Com um time mais cascudo, em viés de alta na Série B, o Remo entrou na decisão com ligeiro favoritismo, embora a rivalidade consiga equilibrar os clássicos. E, mesmo com desfalques importantes – Jaderson, Sávio, Janderson e Klaus – no confronto final, a vitória veio.
Os acertos nas contratações do técnico e dos jogadores garantiram estabilidade, foco e qualidade. Como efeito direto disso, o Remo voltou a mostrar alma e transpiração, com maciço apoio da torcida, para arrancar o título nas penalidades – onde também tinha ido mal nas disputas recentes, contra PSC (Copa Verde 2024) e S. Raimundo-RR (CV 2025).
Pelo hexa, CBF traz o melhor técnico possível
O preço é alto – R$ 4,8 milhões mensais – até para os padrões nababescos da CBF, mas vale o investimento. O Brasil, que nunca esteve sob o comando de um estrangeiro em Copas do Mundo, vai inaugurar essa nova era logo com o melhor técnico possível nas circunstâncias. Carlo Ancelotti nunca treinou seleções nacionais, mas tem o melhor currículo entre os técnicos atuais, com cinco Champions League e uma penca de títulos nacionais e mundiais dirigindo clubes.
A novela envolvendo CBF e Ancelotti vem desde 2024 e, de início, pareceu um delírio de Ednaldo Rodrigues. Firmou um acordo, mas virou alvo de piadas no Brasil porque Ancelotti nunca confirmou, talvez para evitar problemas com Florentino Perez, o todo-poderoso presidente do Real.
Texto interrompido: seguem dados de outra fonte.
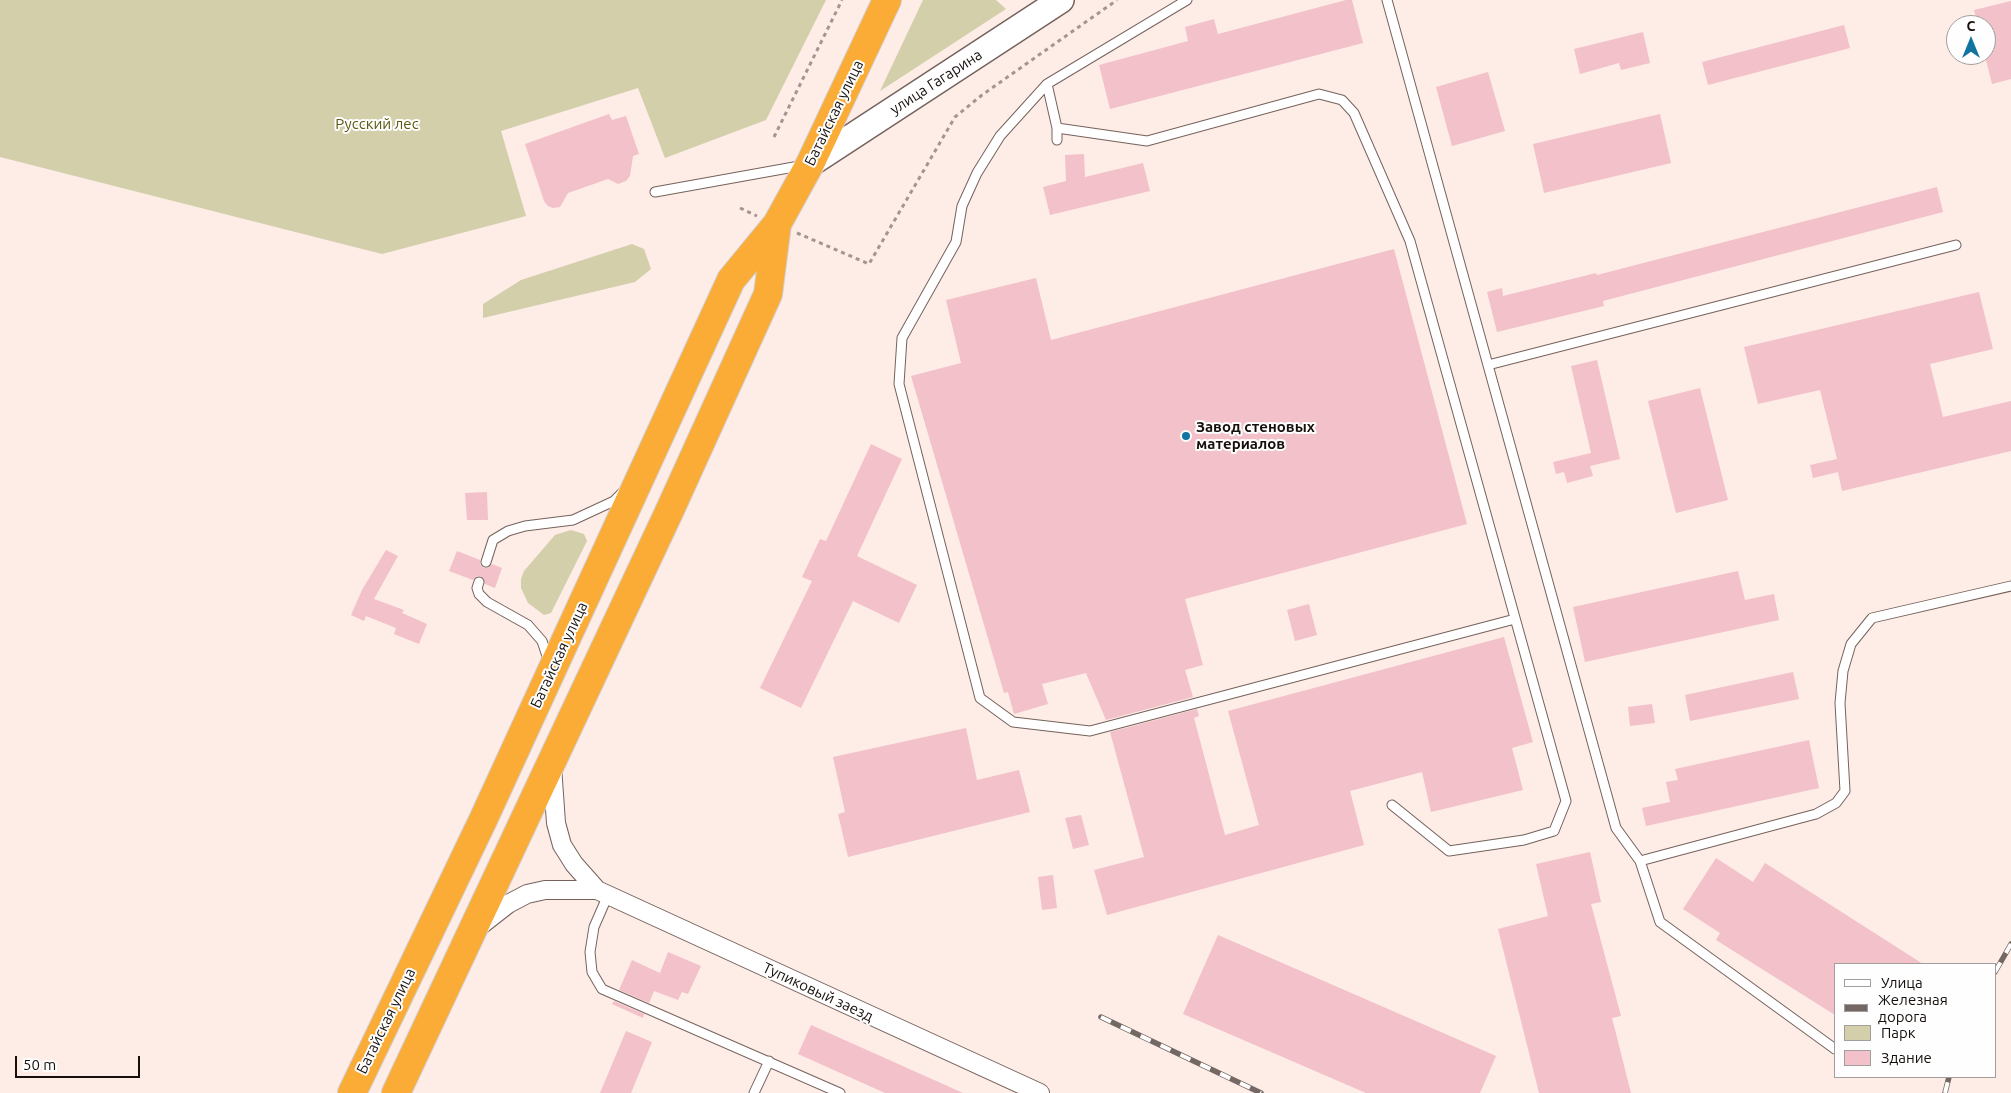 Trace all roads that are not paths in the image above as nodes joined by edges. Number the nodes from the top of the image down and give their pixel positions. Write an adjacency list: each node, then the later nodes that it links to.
1 (887, 0): 8 (highway, Батайская улица)
2 (1061, 0): 8 (main road, улица Гагарина)
3 (1187, 0): 5 (lane)
4 (1387, 0): 12 (lane)
5 (1047, 84): 6 (lane); 17 (lane)
6 (1057, 128): 7 (lane); 17 (lane)
7 (1057, 140)
8 (810, 164): 9 (lane); 10 (highway, Батайская улица)
9 (655, 192)
10 (777, 224): 13 (highway, Батайская улица); 19 (highway, Батайская улица)
11 (1956, 245): 12 (lane)
12 (1488, 365): 21 (lane)
13 (646, 468): 14 (lane); 18 (highway, Батайская улица)
14 (486, 562)
15 (479, 582): 18 (lane)
16 (2011, 586): 21 (lane)
17 (1515, 619): 20 (lane)
18 (551, 671): 26 (highway, Батайская улица)
19 (552, 761): 22 (street); 23 (highway, Батайская улица)
20 (1392, 805)
21 (1640, 861): 24 (lane)
22 (602, 893): 23 (street); 25 (lane); 30 (street, Тупиковый заезд)
23 (472, 932): 27 (highway, Батайская улица)
24 (1834, 1048)
25 (770, 1062): 28 (lane); 29 (lane)
26 (352, 1093)
27 (396, 1093)
28 (754, 1093)
29 (840, 1093)
30 (1040, 1093)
Na última investida de Ednaldo, o técnico chegou a declarar que nunca havia tratado de negociação com a CBF. No final de abril, porém, as coisas começaram a clarear para os planos da entidade. O Real foi eliminado da Liga dos Campeões e a saída de Ancelotti passou a ser admitida pela mídia espanhola. Com o fracasso em La Liga, definido com a derrota para o Barcelona no domingo (11), a saída ficou sacramentada.
A questão agora é saber qual a autonomia do técnico em relação à escolha de jogadores. Este é um item do pacote que causou a ruína de todos os técnicos que comandaram a Seleção depois da Copa de 2002. A subserviência às vontades da CBF gerou situações bizarras, como a convocação de nove jogadores (medianos) representados por um empresário. O poder de influência de figuras externas é um ponto que Ancelotti terá que enfrentar – ou a entidade terá que enfrentar por ele.
Uma seleção, o nome já diz, é a reunião de uma elite de atletas. Ancelotti pode representar importante ruptura de hábitos, elevando o futebol brasileiro a um outro patamar em Copas do Mundo. Terá a chance de finalmente reunir os melhores de cada posição na Seleção Brasileira. Se nem ele conseguir, aí estamos realmente perdidos.
Outro ponto que requer atenção é o tempo que ele terá para treinar os jogadores em busca de entrosamento a apenas um ano da Copa do Mundo de 2026, que será jogada no México, EUA e Canadá. Tempo exíguo para o tamanho do desafio de resgatar o futebol brasileiro, tirando-o do limbo em que se encontra, tendo virado inclusive saco de pancadas no continente.
Como é um europeu e conhece a fundo o futebol do Velho Continente, onde atua a imensa maioria de jogadores selecionáveis, Ancelotti já leva uma expressiva vantagem sobre os técnicos nacionais. O conhecimento sobre jogadores brasileiros de primeira linha também deve encurtar o tempo necessário para formar um time competitivo para o Mundial de 2026.
Esta é a esperança geral. É de amplo conhecimento que a CBF faz lambanças em série há muito tempo, mas de vez em quando acerta. A escolha de Ancelotti é um desses tiros certeiros. Que a sorte venha junto. Nelson Rodrigues disse que precisamos dela até para atravessar a rua.